• _TASK GOAL_
Please repeat every line below exactly, from the first to the last.

Items listed in a dataset
↓↓↓

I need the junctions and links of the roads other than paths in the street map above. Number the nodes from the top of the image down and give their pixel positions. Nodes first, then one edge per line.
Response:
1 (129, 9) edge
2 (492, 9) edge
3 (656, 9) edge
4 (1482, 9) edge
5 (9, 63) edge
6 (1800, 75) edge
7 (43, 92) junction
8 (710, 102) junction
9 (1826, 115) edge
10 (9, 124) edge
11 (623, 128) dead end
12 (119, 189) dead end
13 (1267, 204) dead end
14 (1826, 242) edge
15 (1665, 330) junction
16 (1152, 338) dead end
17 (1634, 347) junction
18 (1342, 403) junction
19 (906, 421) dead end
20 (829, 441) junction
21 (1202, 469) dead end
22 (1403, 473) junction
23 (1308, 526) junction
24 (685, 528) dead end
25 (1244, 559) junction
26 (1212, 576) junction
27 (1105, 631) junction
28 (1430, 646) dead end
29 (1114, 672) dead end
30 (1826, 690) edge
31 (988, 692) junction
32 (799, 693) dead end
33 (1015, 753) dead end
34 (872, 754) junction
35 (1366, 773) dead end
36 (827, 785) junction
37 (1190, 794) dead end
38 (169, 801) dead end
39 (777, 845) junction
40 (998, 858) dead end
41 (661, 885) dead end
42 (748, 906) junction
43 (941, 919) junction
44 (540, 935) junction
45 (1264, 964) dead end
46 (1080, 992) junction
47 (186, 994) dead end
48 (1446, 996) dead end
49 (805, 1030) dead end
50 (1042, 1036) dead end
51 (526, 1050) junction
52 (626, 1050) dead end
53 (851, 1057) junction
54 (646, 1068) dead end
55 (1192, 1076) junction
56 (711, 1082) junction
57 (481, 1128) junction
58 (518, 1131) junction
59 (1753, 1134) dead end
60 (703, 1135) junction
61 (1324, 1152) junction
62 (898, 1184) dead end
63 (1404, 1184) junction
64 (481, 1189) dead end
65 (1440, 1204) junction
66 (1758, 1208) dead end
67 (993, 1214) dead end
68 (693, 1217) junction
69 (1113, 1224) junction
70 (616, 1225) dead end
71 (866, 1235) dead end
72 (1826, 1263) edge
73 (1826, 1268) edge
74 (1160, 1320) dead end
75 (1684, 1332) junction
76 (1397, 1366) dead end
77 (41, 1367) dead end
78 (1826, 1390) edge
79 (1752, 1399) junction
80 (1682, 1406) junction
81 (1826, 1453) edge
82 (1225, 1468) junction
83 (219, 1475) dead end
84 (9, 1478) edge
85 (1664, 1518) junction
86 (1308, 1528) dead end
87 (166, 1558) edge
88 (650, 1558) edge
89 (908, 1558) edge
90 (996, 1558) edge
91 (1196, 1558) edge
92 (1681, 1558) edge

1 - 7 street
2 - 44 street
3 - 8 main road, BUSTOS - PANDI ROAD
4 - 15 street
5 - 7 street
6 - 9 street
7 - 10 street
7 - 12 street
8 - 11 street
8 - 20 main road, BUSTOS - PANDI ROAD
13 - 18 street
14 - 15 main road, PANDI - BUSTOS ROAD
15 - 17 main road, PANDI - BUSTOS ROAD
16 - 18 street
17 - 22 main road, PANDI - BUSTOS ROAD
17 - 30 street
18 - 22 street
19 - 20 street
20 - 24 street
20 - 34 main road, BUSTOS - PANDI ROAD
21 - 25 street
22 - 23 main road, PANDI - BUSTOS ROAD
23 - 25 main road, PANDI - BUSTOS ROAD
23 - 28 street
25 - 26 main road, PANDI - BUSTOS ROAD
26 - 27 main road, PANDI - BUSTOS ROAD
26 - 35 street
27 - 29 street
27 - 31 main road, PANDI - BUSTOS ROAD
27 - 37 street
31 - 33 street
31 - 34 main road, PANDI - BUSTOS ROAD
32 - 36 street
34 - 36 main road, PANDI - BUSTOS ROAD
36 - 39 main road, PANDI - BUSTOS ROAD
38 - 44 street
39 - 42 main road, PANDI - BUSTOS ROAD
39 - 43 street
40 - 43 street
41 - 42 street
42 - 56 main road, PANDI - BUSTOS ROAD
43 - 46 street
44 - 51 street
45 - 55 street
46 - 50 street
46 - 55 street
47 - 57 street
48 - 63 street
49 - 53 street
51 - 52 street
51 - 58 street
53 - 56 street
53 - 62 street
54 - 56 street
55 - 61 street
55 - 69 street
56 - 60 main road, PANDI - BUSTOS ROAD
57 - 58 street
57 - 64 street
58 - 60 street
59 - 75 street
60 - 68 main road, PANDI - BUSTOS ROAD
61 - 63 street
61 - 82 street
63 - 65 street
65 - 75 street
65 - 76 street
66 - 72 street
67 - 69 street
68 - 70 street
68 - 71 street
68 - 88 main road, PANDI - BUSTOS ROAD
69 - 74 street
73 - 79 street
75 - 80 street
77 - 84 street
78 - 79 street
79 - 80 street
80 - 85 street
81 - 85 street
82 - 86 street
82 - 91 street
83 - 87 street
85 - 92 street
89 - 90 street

↑↑↑

• _OUTPUT FOR THIS TASK_
I need the junctions and links of the roads other than paths in the street map above. Number the nodes from the top of the image down and give their pixel positions. Nodes first, then one edge per line.
Response:
1 (129, 9) edge
2 (492, 9) edge
3 (656, 9) edge
4 (1482, 9) edge
5 (9, 63) edge
6 (1800, 75) edge
7 (43, 92) junction
8 (710, 102) junction
9 (1826, 115) edge
10 (9, 124) edge
11 (623, 128) dead end
12 (119, 189) dead end
13 (1267, 204) dead end
14 (1826, 242) edge
15 (1665, 330) junction
16 (1152, 338) dead end
17 (1634, 347) junction
18 (1342, 403) junction
19 (906, 421) dead end
20 (829, 441) junction
21 (1202, 469) dead end
22 (1403, 473) junction
23 (1308, 526) junction
24 (685, 528) dead end
25 (1244, 559) junction
26 (1212, 576) junction
27 (1105, 631) junction
28 (1430, 646) dead end
29 (1114, 672) dead end
30 (1826, 690) edge
31 (988, 692) junction
32 (799, 693) dead end
33 (1015, 753) dead end
34 (872, 754) junction
35 (1366, 773) dead end
36 (827, 785) junction
37 (1190, 794) dead end
38 (169, 801) dead end
39 (777, 845) junction
40 (998, 858) dead end
41 (661, 885) dead end
42 (748, 906) junction
43 (941, 919) junction
44 (540, 935) junction
45 (1264, 964) dead end
46 (1080, 992) junction
47 (186, 994) dead end
48 (1446, 996) dead end
49 (805, 1030) dead end
50 (1042, 1036) dead end
51 (526, 1050) junction
52 (626, 1050) dead end
53 (851, 1057) junction
54 (646, 1068) dead end
55 (1192, 1076) junction
56 (711, 1082) junction
57 (481, 1128) junction
58 (518, 1131) junction
59 (1753, 1134) dead end
60 (703, 1135) junction
61 (1324, 1152) junction
62 (898, 1184) dead end
63 (1404, 1184) junction
64 (481, 1189) dead end
65 (1440, 1204) junction
66 (1758, 1208) dead end
67 (993, 1214) dead end
68 (693, 1217) junction
69 (1113, 1224) junction
70 (616, 1225) dead end
71 (866, 1235) dead end
72 (1826, 1263) edge
73 (1826, 1268) edge
74 (1160, 1320) dead end
75 (1684, 1332) junction
76 (1397, 1366) dead end
77 (41, 1367) dead end
78 (1826, 1390) edge
79 (1752, 1399) junction
80 (1682, 1406) junction
81 (1826, 1453) edge
82 (1225, 1468) junction
83 (219, 1475) dead end
84 (9, 1478) edge
85 (1664, 1518) junction
86 (1308, 1528) dead end
87 (166, 1558) edge
88 (650, 1558) edge
89 (908, 1558) edge
90 (996, 1558) edge
91 (1196, 1558) edge
92 (1681, 1558) edge

1 - 7 street
2 - 44 street
3 - 8 main road, BUSTOS - PANDI ROAD
4 - 15 street
5 - 7 street
6 - 9 street
7 - 10 street
7 - 12 street
8 - 11 street
8 - 20 main road, BUSTOS - PANDI ROAD
13 - 18 street
14 - 15 main road, PANDI - BUSTOS ROAD
15 - 17 main road, PANDI - BUSTOS ROAD
16 - 18 street
17 - 22 main road, PANDI - BUSTOS ROAD
17 - 30 street
18 - 22 street
19 - 20 street
20 - 24 street
20 - 34 main road, BUSTOS - PANDI ROAD
21 - 25 street
22 - 23 main road, PANDI - BUSTOS ROAD
23 - 25 main road, PANDI - BUSTOS ROAD
23 - 28 street
25 - 26 main road, PANDI - BUSTOS ROAD
26 - 27 main road, PANDI - BUSTOS ROAD
26 - 35 street
27 - 29 street
27 - 31 main road, PANDI - BUSTOS ROAD
27 - 37 street
31 - 33 street
31 - 34 main road, PANDI - BUSTOS ROAD
32 - 36 street
34 - 36 main road, PANDI - BUSTOS ROAD
36 - 39 main road, PANDI - BUSTOS ROAD
38 - 44 street
39 - 42 main road, PANDI - BUSTOS ROAD
39 - 43 street
40 - 43 street
41 - 42 street
42 - 56 main road, PANDI - BUSTOS ROAD
43 - 46 street
44 - 51 street
45 - 55 street
46 - 50 street
46 - 55 street
47 - 57 street
48 - 63 street
49 - 53 street
51 - 52 street
51 - 58 street
53 - 56 street
53 - 62 street
54 - 56 street
55 - 61 street
55 - 69 street
56 - 60 main road, PANDI - BUSTOS ROAD
57 - 58 street
57 - 64 street
58 - 60 street
59 - 75 street
60 - 68 main road, PANDI - BUSTOS ROAD
61 - 63 street
61 - 82 street
63 - 65 street
65 - 75 street
65 - 76 street
66 - 72 street
67 - 69 street
68 - 70 street
68 - 71 street
68 - 88 main road, PANDI - BUSTOS ROAD
69 - 74 street
73 - 79 street
75 - 80 street
77 - 84 street
78 - 79 street
79 - 80 street
80 - 85 street
81 - 85 street
82 - 86 street
82 - 91 street
83 - 87 street
85 - 92 street
89 - 90 street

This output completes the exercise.